• Rentlar
    1077 months ago

    They call me a StackOverflow expert:

    private bool isEven(int num) {
if (num == 0) return true;
if (num == 1) return false;
if (num < 0) return isEven(-1 * num);
return isEven(num - 2);
}
    • nyoooom
      357 months ago
      bool isEven(int num) {
 return num == 0 || !isEven(num - (num > 0 ? 1 : -1));
}
    • Johanno
      177 months ago

      StackoverflowException.

      What do I do now?

      Nvm. Got it.

        if(num % 2 == 0){
       int num1 = num/2
       int num2 = num/2
       return isEven(num1) && isEven(num2)   
  } 

if(num % 3 == 0){
      int num1 = num/3
      int num2 = num/3
      int num3 = num/3
      return isEven(num1) && isEven(num2) && isEven(num3) 
}

      Obviously we need to check each part of the division to make sure if they are even or not. /s

  • المنطقة عكف عفريت
    877 months ago

    I shit you not but one coworker I had dared call himself a data scientist and did something really similar to this but in Python and in production code. He should never have been hired. Coding in python was a requirement. I spent a good year sorting out through his spaghetti code and eventually rebuilt everything he had been working on because it was so bad that it only worked on his computer and he always pip freezes all requirements, and since he never used a virtual environment that meant we got a list of ALL packages he had installed on pip for a project. Out of those 100, only about 20 were relevant to the project.
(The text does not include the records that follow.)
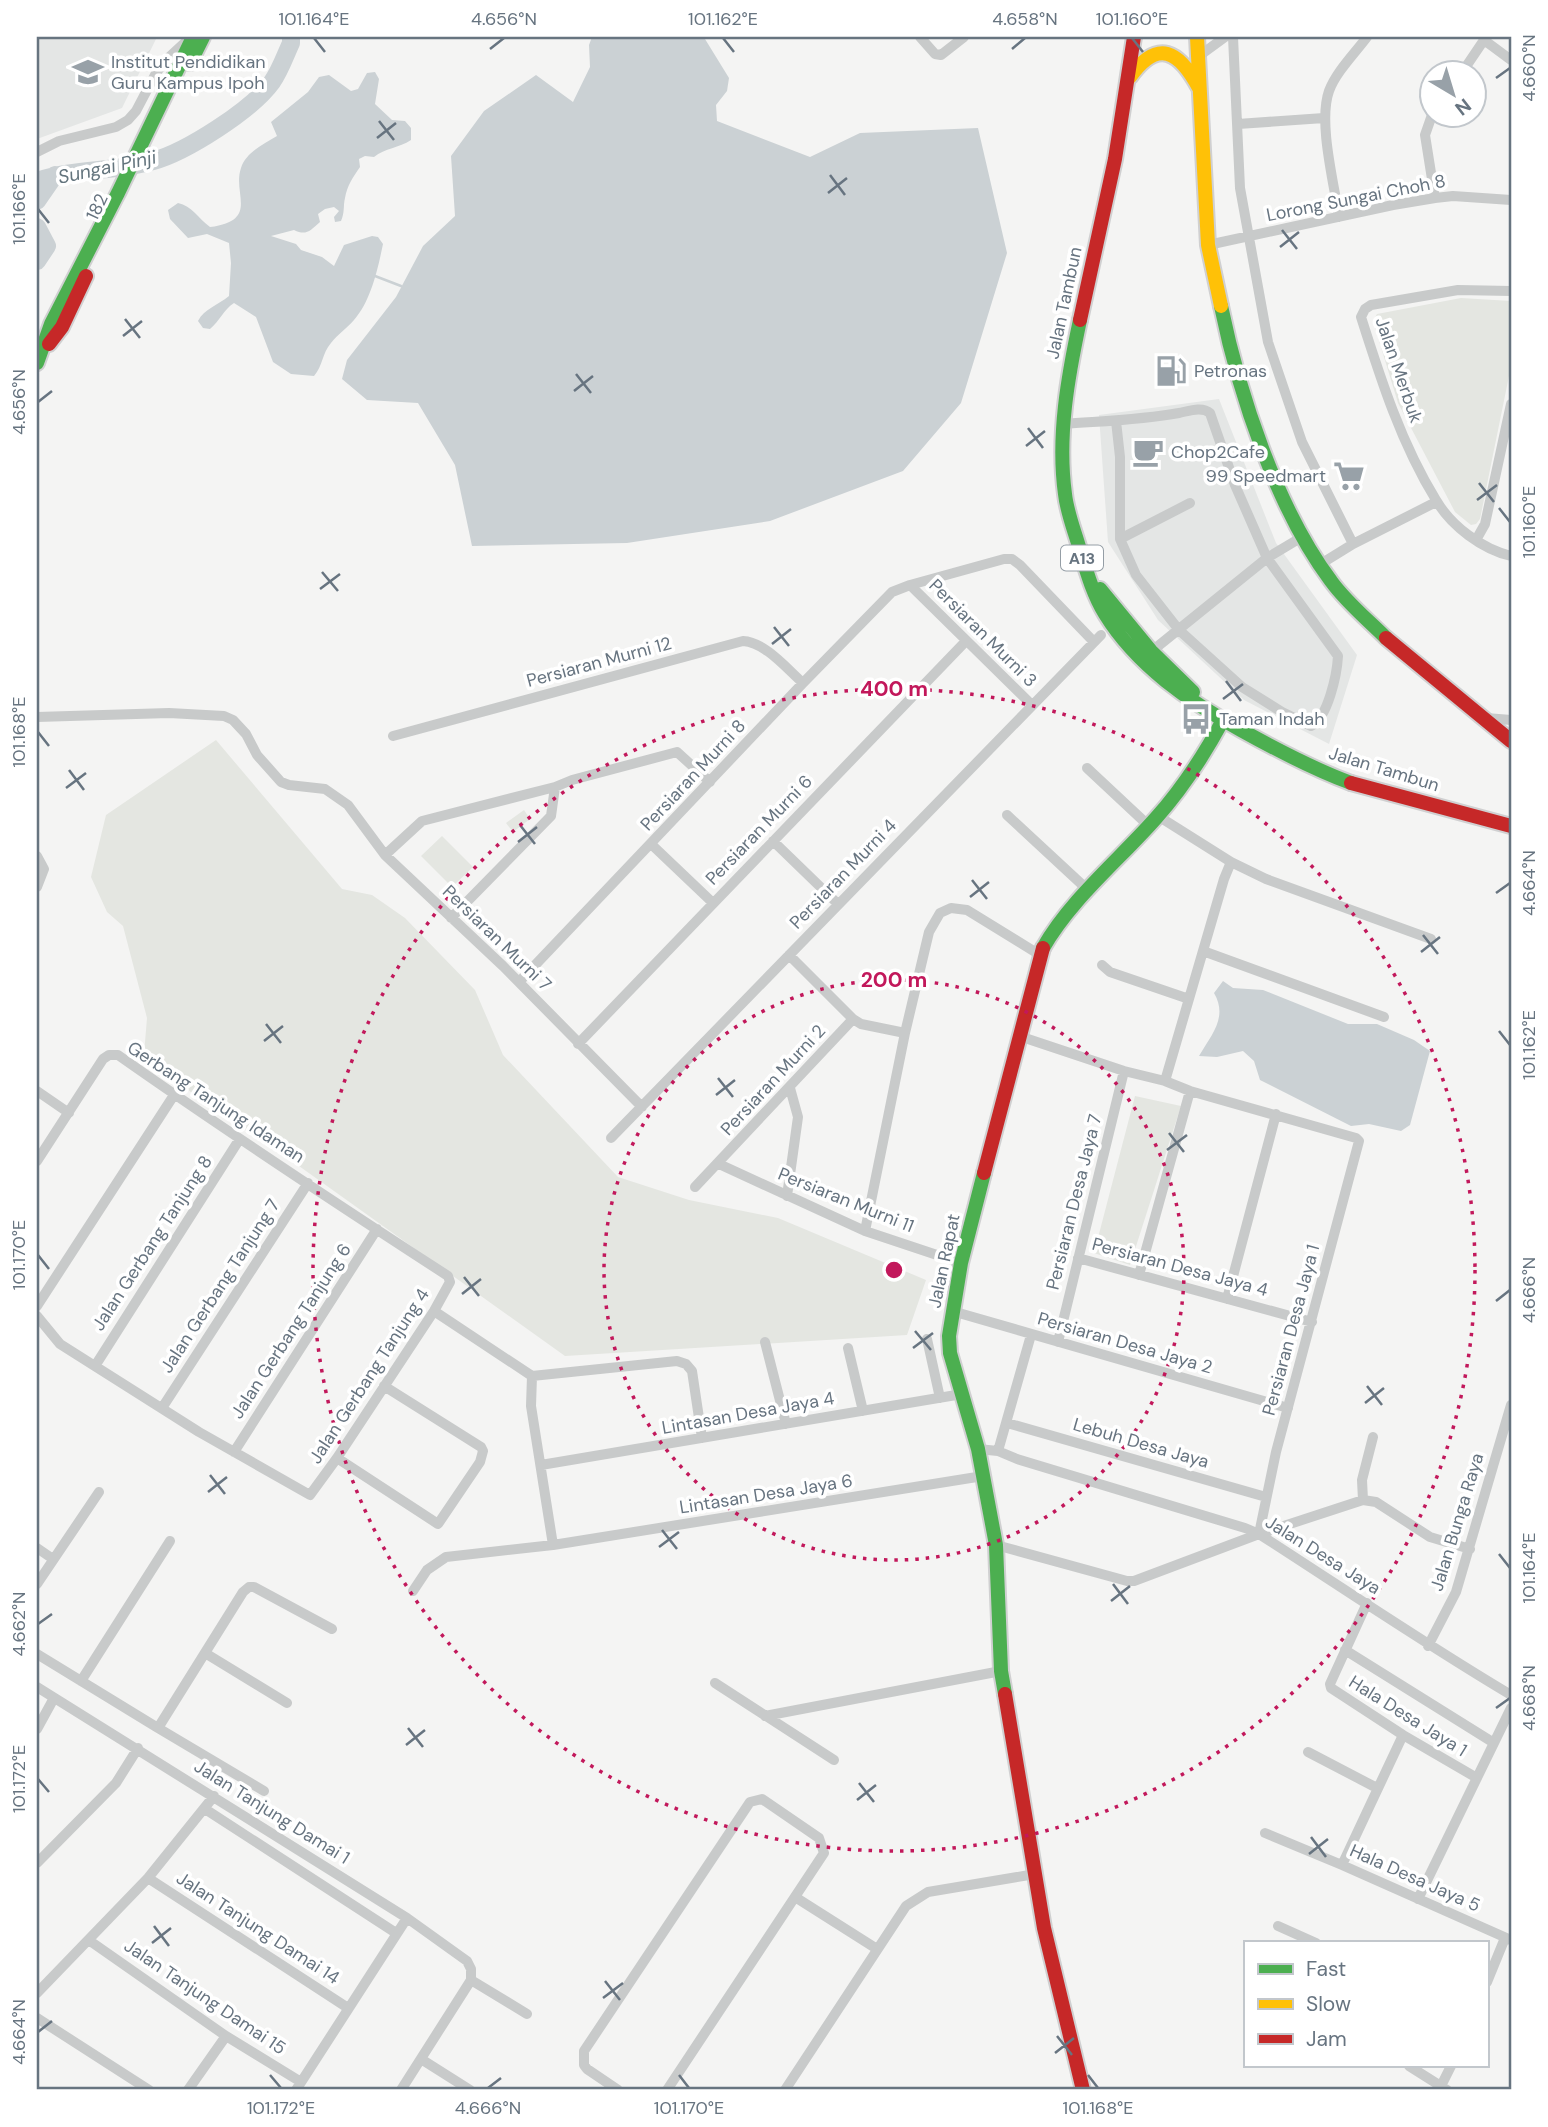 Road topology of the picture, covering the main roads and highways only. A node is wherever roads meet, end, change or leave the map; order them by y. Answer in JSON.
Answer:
{"nodes":[{"id":1,"x":192,"y":37,"type":"edge"},
{"id":2,"x":204,"y":37,"type":"edge"},
{"id":3,"x":1135,"y":37,"type":"edge"},
{"id":4,"x":1197,"y":37,"type":"edge"},
{"id":5,"x":1127,"y":82,"type":"junction"},
{"id":6,"x":1201,"y":93,"type":"junction"},
{"id":7,"x":141,"y":150,"type":"junction"},
{"id":8,"x":39,"y":358,"type":"edge"},
{"id":9,"x":1090,"y":582,"type":"junction"},
{"id":10,"x":1143,"y":654,"type":"junction"},
{"id":11,"x":1219,"y":717,"type":"junction"},
{"id":12,"x":1511,"y":741,"type":"edge"},
{"id":13,"x":1511,"y":826,"type":"edge"},
{"id":14,"x":1083,"y":2090,"type":"edge"}],
"edges":[{"from":1,"to":7,"type":"main road","name":"182"},
{"from":2,"to":7,"type":"main road","name":"182"},
{"from":3,"to":5,"type":"main road","name":"Jalan Tambun","number":"A13"},
{"from":4,"to":6,"type":"main road"},
{"from":5,"to":6,"type":"main road"},
{"from":5,"to":9,"type":"main road","name":"Jalan Tambun","number":"A13"},
{"from":6,"to":12,"type":"main road"},
{"from":7,"to":8,"type":"main road","name":"182"},
{"from":9,"to":10,"type":"main road","name":"Jalan Tambun","number":"A13"},
{"from":9,"to":10,"type":"main road"},
{"from":10,"to":11,"type":"main road","name":"Jalan Tambun","number":"A13"},
{"from":11,"to":13,"type":"main road","name":"Jalan Tambun","number":"A13"},
{"from":11,"to":14,"type":"main road","name":"Jalan Rapat"}]}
      • @[email protected]
        167 months ago

        Code reviews mean fuck all when the “senior” developer doing the review is someone who implements an entire API endpoint group in one single thousand-something lines magic function that is impossible to decipher for mere humans.

      • المنطقة عكف عفريت
        97 months ago

        A few members of my team were reviewing codes but lots of PRs could be merged without tests or checks passing and only about 2 people before I joined understood what cicd is, no one else believed in its importance. They thought doing otherwise would “slow down the work precess and waste time, we know what we’re doing anyway!”.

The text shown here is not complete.